After you determine a set of rules that would have allowed you to enter the market to make a profit, look to those same examples and see what your risk would have been. Determine what your stops will need to be on future trades to capture profit without being stopped out. Analyze price movement after entry and see where on your charts a stop should be placed. When you analyze the movements, look for profitable exit points. Where was the ideal exit point, and what indicator or method could be used to capture most of this movement?


When looking at exits, use indicators, candlestick patterns, chart patterns, percentage retracements, trailing stops, Fibonacci levels, or other tactics to help capture profits from the opportunities you see.


Depending on how often you want to look for strategies, you can look for tactics that work over concise periods of time.
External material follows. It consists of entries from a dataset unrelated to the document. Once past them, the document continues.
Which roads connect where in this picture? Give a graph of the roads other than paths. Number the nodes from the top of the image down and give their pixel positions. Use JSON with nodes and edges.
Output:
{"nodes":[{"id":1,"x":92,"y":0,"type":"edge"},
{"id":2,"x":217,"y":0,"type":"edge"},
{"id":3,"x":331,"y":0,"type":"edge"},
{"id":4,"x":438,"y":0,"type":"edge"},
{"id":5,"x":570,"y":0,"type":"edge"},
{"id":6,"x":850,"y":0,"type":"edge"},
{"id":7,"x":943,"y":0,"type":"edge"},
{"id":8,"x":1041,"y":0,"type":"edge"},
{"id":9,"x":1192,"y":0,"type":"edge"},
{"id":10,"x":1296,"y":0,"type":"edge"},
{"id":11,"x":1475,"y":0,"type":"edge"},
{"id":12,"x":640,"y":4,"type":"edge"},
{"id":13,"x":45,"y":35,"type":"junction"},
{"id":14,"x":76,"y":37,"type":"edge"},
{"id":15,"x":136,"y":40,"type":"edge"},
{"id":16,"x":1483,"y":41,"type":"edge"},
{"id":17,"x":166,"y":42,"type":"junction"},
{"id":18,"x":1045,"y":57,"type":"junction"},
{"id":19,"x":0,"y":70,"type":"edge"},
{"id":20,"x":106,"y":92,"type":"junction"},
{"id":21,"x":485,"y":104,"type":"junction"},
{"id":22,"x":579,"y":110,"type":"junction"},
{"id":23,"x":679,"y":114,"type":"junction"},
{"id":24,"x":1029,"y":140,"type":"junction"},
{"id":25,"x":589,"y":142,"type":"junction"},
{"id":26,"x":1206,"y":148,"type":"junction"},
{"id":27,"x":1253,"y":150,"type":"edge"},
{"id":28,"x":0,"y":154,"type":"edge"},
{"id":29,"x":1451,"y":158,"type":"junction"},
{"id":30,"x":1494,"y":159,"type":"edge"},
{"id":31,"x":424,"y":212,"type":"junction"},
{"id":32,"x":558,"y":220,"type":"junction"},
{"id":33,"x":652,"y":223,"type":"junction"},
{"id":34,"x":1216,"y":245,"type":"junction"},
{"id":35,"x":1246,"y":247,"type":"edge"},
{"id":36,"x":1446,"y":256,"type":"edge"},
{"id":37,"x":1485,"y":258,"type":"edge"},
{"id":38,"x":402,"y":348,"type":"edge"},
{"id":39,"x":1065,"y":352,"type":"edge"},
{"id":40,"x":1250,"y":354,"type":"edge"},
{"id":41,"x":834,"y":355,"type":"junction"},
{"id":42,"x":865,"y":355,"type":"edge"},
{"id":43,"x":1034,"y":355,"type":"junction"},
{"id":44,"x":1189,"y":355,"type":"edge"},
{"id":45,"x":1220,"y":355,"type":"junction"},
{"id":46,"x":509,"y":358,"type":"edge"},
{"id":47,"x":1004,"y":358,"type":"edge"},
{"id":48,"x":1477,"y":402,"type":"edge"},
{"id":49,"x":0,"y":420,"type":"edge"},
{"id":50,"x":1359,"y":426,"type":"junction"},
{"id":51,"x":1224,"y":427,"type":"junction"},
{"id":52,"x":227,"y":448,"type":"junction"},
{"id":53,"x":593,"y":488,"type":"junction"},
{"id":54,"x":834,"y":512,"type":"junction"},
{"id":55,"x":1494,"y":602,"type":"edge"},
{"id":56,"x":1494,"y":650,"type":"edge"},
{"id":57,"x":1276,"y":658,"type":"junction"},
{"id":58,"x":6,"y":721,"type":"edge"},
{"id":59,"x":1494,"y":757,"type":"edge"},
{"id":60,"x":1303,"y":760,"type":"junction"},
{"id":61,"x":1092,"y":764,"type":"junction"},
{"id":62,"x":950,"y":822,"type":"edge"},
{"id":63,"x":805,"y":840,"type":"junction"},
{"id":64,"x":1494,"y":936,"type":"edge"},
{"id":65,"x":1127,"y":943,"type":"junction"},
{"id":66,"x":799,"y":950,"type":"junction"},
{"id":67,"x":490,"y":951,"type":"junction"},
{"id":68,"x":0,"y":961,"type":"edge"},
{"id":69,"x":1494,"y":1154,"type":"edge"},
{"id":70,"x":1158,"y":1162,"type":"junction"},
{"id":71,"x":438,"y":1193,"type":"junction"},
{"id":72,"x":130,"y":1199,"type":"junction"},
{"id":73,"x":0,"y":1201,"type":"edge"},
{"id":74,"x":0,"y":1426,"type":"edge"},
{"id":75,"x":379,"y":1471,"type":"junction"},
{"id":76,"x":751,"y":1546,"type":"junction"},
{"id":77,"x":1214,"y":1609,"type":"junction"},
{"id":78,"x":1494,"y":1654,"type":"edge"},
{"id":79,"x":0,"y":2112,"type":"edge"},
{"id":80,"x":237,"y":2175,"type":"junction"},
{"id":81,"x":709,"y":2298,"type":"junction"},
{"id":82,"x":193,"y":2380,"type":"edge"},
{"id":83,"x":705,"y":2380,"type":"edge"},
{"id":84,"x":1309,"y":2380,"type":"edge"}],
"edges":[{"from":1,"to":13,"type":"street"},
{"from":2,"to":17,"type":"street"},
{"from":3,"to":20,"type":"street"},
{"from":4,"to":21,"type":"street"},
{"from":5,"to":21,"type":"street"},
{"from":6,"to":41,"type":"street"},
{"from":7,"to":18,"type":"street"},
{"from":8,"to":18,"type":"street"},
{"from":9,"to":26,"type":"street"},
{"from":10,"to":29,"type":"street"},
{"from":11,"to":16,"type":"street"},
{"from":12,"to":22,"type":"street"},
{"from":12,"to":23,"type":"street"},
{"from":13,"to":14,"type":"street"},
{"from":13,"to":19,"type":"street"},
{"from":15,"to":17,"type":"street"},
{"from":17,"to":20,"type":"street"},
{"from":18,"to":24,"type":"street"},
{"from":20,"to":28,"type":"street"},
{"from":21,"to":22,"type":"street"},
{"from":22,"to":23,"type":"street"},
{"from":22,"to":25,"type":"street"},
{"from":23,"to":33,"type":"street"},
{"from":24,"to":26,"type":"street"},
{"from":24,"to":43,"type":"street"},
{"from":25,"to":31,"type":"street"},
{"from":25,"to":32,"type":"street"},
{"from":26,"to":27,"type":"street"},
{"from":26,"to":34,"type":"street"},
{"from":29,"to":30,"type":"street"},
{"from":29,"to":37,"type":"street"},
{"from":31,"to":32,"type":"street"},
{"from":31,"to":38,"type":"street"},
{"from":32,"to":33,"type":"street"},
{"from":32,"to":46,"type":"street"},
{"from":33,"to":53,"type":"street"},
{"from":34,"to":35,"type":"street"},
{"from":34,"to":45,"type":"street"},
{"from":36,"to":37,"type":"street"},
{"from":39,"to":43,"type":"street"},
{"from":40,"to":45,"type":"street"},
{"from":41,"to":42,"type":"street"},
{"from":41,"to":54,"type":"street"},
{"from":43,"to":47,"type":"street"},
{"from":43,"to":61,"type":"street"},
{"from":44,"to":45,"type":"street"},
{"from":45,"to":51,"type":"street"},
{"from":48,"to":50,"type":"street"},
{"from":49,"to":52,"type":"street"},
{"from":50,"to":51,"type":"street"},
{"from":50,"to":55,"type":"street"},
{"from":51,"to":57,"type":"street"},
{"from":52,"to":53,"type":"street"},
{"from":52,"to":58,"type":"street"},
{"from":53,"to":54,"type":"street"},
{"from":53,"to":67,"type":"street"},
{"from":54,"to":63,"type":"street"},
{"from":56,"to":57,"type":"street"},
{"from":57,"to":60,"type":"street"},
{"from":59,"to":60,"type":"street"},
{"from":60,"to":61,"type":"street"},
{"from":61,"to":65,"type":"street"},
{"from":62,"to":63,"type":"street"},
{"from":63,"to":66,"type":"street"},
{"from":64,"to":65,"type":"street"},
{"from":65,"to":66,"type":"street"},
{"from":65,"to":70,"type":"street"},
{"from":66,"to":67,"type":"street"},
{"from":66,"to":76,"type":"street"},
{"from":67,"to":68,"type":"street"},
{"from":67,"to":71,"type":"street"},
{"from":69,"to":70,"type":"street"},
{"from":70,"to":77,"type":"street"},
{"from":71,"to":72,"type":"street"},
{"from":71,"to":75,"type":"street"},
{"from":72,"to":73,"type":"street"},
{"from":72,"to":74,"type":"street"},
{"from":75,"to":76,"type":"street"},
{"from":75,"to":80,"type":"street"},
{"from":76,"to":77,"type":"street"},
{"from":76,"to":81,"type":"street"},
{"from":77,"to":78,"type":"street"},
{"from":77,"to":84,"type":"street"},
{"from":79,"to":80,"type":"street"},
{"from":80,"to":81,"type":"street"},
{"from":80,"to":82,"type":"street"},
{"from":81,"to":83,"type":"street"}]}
Often, short-term anomalies occur that allow you to extract consistent profits. These strategies may not last longer than several days, but they can also likely be used again in the future.


Keep track of all the strategies you use in a journal and incorporate them into a trading plan. When conditions turn unfavorable for a certain strategy, you can avoid it. When conditions favor a strategy, you can capitalize on it in the market.


Success Rate.


You do not need to look for strategies that work 100% of the time. In fact, if you do, you'll likely find no workable strategies.


Additional Trading Tips to Consider.


Using historical data and finding a strategy that works will not guarantee profits in any market. It is for this reason that many traders do not backtest their strategies, which is applying the strategy on historical data. Instead, they tend to make spontaneous trades. This is a lack of due diligence. It's important to know a strategy's success rate because if a strategy never worked, it is unlikely to start working today suddenly. That's why visual backtesting—scanning over charts and applying new methods to the data you have on your selected time frame—is crucial.


Many strategies don't last forever. They fall in and out of profitability, and that's why one should take full advantage of the ones that still work. If something has worked for the past few months or over the course of the past several decades, it will probably work tomorrow. But if you never looked to the past to test that strategy, you might not even realize it was there, or you might lack the confidence to apply it in the markets tomorrow to make money. Knowing that something has worked in the past will thus also give a psychological boost to your trading.


Trading needs to be done with confidence (not arrogance), and being able to pull the trigger on a position when there is a set-up to make money will require the confidence that comes from looking to the past and knowing that, more often than not, this strategy worked.


Keep in mind you do not need to look for strategies that work 100% of the time. In fact, if you do, you'll likely find no workable strategies. Look for strategies that net a profit at the end of the day, week, or year(s), depending on your time frame.


Historical Data.


Backtesting is a crucial element of any strategy that allows a trader to see how a trade worked in the past and will most likely in the future.


The Bottom Line.


Strategies fall in and out of favor over different time frames; occasionally, changes will need to be made to accommodate the current market and your personal situation. Create your own strategy or use someone else's and test it on a time frame that suits your preference.


By looking back, you can give yourself some great starting points to make more money and avoid losses as you become more experienced. Track all strategies that you use so that you can use these strategies again when conditions favor it.